= Lubi-Lubi =

Traditional Filipino song

Lubi-Lubi or An Mga Bulan ('The Months') is a traditional Filipino song that originally was a Waray folk song.

== Lyrics ==

=== Common lyrics ===
Source:

Enero, Pebrero, Marso, Abril, Mayo,

Hunyo, Hulyo, Agosto,

Setyembre, Oktubre,

Nobyembre, Disyembre,

Lubi-lubi.

Halina at pag-aralan

Ngalan ng labindalawang buwan

Ulit-ulitin natin bigkasin

Sabay-sabay nating awitin

=== Original Waray lyrics ===
Source:

Lubi-lubi lubi, lubi lingkuranay

Ayaw gad pagsak-i, kay hibubo-ay.

Ayaw gad pagsak-i,

Lubi-lubi

Kon maruruyag ka kumaon hin silot

Didto la nga didto la

Kan Nanay nga didto la.

Kan Tatay nga didto la, pakigsabot.

Agidaw-gidaw an bukaw

Naglupad-lupad ha igbaw

Agidaw-gidaw an gitgit

Naglupad-lupad ha langit

Agidaw-gidaw an bukaw

Naglupad-lupad ha igbaw

Agidaw-gidaw an gitgit

Linmupad ha langit

Enero, Pebrero, Marso, Abril, Mayo,

Hunyo, Hulyo, Agosto,

Setyembre, Oktubre,

Nobyembre, Desyembre,

Lubi-lubi.

==Versions==
There are at least twenty recordings of Lubi-Lubi.
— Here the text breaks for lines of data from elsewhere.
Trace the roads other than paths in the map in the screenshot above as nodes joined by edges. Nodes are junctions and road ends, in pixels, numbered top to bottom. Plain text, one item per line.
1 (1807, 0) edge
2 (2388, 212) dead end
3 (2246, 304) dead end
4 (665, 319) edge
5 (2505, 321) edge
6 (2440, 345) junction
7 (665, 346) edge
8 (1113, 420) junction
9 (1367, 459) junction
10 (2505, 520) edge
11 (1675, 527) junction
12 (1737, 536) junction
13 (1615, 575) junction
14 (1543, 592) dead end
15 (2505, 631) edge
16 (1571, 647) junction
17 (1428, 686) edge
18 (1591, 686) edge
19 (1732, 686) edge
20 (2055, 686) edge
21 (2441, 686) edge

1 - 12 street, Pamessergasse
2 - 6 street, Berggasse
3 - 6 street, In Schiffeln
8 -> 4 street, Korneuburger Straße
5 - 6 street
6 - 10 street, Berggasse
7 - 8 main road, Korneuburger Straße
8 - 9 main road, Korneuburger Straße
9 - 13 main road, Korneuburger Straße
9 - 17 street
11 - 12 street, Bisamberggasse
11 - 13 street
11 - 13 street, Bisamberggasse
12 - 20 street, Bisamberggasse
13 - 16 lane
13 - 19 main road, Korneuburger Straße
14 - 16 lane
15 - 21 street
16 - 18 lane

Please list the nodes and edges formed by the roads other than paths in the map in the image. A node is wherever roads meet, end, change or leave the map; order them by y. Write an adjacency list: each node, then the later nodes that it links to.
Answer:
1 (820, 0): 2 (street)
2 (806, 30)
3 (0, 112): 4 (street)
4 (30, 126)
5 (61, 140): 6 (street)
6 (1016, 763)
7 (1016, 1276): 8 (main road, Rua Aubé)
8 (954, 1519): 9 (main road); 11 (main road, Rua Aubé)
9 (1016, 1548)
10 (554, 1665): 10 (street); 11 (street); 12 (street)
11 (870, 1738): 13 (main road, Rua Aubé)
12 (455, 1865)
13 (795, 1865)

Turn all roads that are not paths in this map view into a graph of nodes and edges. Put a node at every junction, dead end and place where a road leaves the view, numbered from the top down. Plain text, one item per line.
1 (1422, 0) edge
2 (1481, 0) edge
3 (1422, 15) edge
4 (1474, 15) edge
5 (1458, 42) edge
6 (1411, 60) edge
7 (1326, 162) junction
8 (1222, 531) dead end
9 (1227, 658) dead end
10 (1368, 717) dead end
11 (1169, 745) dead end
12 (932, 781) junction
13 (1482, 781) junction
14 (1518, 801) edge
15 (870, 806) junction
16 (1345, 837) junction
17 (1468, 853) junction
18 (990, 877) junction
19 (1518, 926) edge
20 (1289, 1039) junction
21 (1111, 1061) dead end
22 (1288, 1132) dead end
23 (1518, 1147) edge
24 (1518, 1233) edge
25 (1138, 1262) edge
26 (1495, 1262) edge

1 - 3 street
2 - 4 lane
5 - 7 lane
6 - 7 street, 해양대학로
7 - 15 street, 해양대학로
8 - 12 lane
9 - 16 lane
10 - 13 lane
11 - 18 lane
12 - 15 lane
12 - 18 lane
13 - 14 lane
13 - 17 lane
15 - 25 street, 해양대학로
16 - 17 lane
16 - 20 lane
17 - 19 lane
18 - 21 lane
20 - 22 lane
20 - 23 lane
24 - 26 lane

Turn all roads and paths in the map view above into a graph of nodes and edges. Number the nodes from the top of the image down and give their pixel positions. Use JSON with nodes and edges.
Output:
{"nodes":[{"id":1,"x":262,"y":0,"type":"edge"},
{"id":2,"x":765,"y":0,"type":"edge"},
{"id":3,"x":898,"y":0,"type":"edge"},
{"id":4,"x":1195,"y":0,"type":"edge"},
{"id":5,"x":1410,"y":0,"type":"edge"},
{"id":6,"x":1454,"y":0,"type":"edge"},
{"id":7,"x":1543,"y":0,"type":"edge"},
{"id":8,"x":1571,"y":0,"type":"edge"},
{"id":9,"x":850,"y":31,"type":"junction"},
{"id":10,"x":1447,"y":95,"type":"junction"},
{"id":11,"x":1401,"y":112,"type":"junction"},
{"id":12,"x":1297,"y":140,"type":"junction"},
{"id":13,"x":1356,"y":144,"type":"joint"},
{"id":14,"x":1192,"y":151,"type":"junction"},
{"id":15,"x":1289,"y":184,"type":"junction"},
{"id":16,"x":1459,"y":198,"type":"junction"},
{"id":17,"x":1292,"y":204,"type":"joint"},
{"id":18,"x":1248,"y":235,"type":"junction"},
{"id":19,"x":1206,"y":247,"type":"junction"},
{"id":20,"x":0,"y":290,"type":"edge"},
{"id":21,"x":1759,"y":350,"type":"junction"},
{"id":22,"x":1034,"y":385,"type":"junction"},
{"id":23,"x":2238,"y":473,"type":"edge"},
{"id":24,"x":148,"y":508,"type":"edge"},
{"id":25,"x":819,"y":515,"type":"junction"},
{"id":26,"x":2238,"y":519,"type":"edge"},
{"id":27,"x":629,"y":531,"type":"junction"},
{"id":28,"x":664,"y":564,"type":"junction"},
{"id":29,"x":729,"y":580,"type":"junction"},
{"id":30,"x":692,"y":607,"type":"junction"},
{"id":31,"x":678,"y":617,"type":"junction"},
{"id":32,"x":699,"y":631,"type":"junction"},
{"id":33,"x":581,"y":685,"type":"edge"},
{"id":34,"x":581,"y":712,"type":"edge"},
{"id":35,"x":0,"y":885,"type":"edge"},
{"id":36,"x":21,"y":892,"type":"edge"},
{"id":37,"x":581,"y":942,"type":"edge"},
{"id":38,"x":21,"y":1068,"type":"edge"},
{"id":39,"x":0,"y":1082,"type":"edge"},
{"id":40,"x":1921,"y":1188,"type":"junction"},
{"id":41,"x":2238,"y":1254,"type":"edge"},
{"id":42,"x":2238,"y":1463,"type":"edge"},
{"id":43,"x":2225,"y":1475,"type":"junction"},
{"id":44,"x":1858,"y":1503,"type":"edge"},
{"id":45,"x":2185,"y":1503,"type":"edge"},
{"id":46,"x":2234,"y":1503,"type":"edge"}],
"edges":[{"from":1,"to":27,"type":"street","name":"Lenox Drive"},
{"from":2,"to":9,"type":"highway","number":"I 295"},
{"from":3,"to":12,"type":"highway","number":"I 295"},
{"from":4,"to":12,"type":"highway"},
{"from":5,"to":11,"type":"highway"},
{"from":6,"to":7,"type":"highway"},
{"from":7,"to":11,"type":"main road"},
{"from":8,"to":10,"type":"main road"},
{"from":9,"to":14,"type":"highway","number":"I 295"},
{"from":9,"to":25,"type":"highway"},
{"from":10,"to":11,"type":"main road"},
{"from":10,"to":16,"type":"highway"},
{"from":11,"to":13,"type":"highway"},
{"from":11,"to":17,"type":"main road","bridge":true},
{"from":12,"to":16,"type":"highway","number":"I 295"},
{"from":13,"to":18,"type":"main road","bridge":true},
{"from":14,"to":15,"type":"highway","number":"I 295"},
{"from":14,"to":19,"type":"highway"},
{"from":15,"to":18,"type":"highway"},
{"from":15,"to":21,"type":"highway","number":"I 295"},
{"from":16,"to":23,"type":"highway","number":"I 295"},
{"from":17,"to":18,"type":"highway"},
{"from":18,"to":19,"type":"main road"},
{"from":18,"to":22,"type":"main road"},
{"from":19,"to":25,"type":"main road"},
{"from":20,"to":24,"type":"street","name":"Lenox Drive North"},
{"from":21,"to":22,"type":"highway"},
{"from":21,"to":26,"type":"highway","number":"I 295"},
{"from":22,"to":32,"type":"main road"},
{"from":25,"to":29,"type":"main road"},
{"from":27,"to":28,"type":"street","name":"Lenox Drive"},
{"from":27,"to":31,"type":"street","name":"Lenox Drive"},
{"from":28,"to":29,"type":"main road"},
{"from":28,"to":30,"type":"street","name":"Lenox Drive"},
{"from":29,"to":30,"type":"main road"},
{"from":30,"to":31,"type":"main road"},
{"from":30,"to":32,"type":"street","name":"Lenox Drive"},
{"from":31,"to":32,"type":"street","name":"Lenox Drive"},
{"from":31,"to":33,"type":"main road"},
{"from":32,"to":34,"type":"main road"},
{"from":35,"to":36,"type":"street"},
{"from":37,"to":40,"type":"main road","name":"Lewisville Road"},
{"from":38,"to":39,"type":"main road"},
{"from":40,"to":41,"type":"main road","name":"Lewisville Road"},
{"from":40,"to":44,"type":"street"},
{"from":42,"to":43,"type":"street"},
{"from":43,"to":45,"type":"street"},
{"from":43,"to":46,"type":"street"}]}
It is a traditional Filipino song. The song is used to help memorize the months of the year.

==In popular culture==
In 1970, the song was first made into a lullaby which was originally recorded by Antonio Regalario and performed by Restituta Tutañez. In 2023, the Cultural Center of the Philippines' Himig Himbing: Mga Heleng Atin included the song together with other Filipino songs and hele to promote indigenous lullabies.